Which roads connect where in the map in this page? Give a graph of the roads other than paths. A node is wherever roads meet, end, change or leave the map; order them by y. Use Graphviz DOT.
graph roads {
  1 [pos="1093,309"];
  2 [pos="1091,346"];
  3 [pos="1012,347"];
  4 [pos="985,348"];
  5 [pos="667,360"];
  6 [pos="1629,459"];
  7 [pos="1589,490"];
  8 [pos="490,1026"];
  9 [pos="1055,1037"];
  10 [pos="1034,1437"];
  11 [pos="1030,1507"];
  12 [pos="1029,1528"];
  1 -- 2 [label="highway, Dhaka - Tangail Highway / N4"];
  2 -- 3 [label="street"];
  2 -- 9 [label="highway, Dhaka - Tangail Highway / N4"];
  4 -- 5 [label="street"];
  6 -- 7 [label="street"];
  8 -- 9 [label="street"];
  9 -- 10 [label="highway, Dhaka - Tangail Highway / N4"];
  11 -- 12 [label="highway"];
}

○ ○ ○ ○ ○

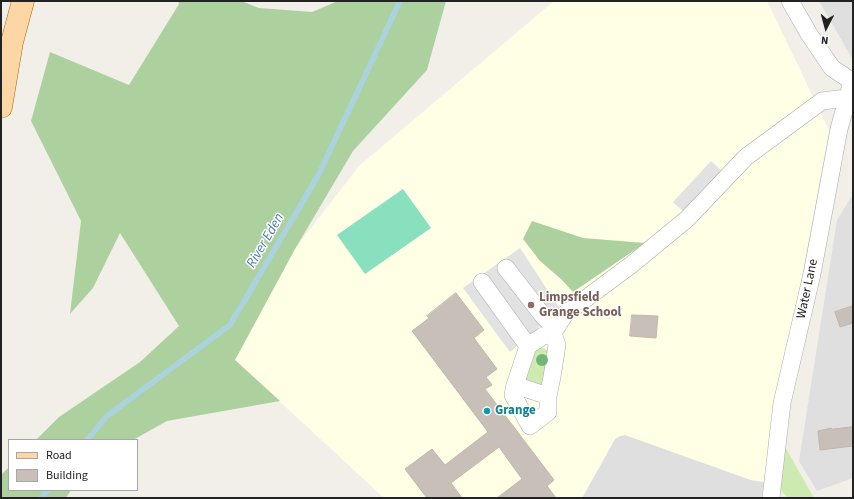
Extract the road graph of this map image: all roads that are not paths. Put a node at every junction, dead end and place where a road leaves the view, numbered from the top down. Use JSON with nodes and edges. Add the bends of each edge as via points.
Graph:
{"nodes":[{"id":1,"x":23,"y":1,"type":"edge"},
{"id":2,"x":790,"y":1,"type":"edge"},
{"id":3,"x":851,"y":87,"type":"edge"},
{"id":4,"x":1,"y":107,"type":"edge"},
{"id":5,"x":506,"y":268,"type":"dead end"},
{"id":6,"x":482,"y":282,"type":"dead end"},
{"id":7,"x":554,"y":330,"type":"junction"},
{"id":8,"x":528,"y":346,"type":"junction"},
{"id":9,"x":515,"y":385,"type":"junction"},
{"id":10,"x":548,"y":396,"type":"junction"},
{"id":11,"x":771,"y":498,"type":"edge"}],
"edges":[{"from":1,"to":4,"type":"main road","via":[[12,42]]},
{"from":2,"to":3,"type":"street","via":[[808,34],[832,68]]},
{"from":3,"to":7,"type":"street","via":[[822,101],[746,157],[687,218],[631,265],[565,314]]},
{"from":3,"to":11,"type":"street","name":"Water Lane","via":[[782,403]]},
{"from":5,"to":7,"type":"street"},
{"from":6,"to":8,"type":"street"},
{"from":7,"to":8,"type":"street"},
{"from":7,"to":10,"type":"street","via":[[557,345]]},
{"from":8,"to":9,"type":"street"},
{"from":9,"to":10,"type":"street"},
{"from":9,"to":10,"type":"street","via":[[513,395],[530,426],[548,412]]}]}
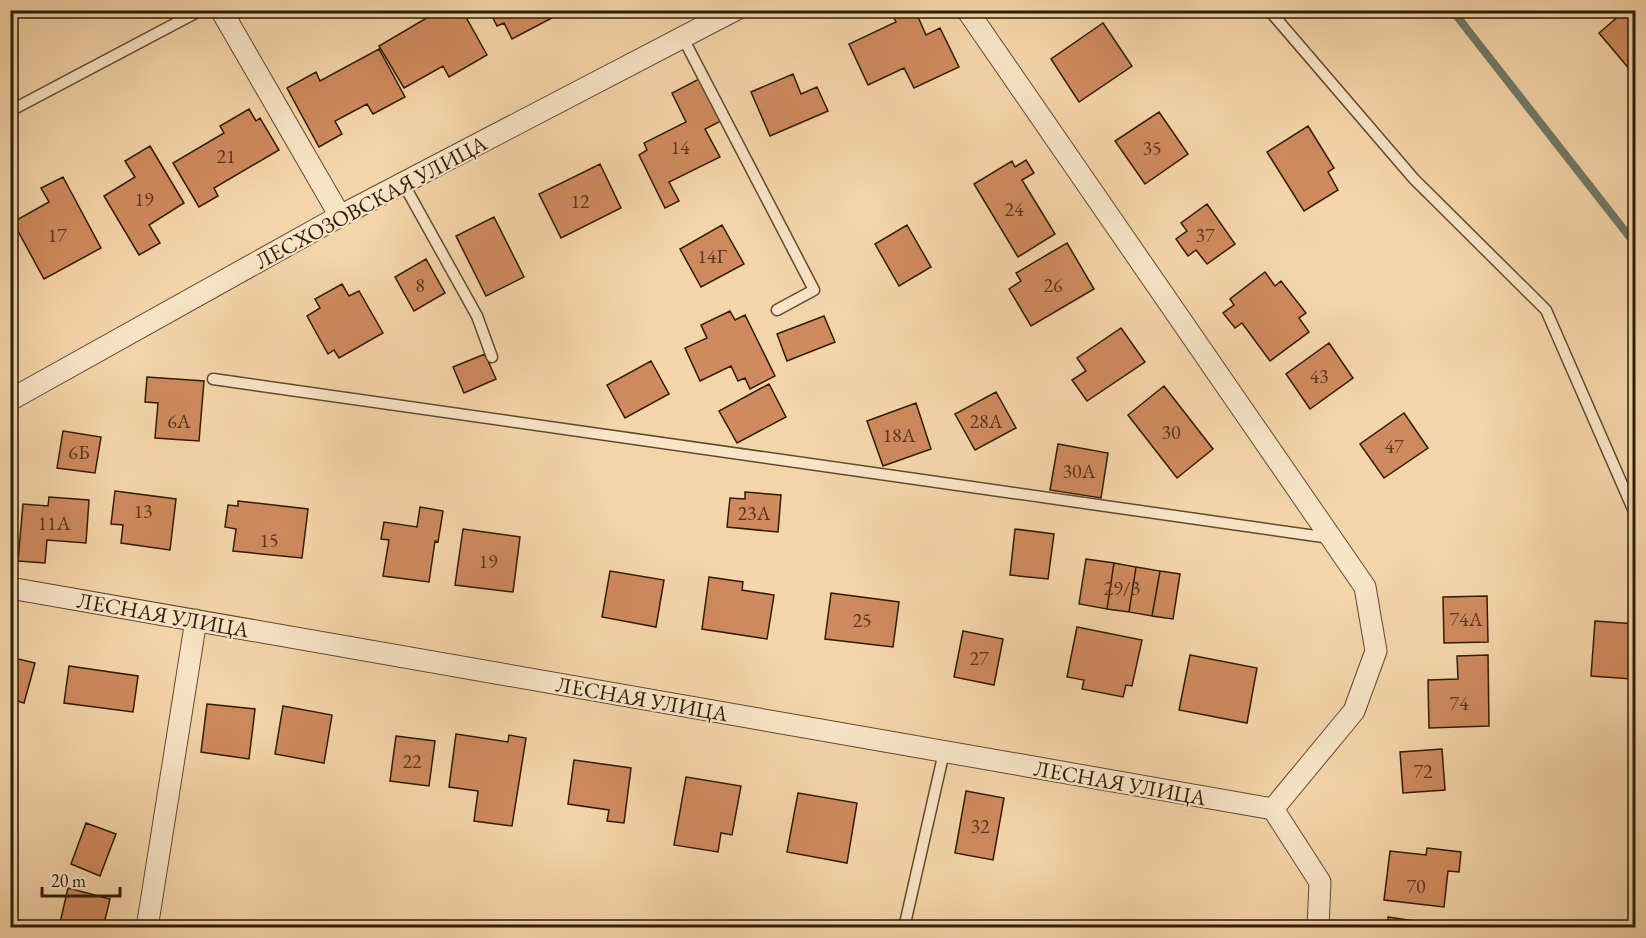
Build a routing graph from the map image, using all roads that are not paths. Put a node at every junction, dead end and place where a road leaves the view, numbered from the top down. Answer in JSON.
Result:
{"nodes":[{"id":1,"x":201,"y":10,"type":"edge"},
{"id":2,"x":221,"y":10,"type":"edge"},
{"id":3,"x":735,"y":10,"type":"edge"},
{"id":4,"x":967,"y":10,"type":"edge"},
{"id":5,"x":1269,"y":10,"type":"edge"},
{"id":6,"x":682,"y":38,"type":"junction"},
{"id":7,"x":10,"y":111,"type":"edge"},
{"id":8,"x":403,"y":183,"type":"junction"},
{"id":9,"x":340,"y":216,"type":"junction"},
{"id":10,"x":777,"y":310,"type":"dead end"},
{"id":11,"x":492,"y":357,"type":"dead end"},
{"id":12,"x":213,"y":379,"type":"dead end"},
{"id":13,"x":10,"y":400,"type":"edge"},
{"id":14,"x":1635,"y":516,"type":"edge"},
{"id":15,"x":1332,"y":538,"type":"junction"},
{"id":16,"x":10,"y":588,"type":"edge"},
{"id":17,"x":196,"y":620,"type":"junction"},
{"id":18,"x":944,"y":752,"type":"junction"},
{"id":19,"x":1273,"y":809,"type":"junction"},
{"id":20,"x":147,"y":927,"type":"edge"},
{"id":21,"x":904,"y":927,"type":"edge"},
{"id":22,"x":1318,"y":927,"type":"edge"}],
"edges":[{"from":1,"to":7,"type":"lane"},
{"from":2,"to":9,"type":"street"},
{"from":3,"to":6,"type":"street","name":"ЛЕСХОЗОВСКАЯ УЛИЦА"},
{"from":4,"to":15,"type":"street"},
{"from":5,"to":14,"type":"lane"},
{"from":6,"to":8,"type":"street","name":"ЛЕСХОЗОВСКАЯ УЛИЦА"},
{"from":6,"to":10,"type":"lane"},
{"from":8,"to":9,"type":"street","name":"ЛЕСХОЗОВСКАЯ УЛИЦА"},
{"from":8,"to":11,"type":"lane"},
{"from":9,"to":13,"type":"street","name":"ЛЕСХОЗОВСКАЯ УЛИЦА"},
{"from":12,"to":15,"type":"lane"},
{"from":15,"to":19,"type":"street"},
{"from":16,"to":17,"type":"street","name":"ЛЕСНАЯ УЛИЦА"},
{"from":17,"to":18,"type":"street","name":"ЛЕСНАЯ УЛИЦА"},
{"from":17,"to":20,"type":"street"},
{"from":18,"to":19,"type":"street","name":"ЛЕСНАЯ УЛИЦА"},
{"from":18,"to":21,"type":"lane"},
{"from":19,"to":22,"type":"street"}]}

○ ○ ○ ○ ○

▶ TASK PROMPT:
Provide the number of lines above containing "down" and nothing else.

▶ ANSWER TO THIS PROBLEM:
2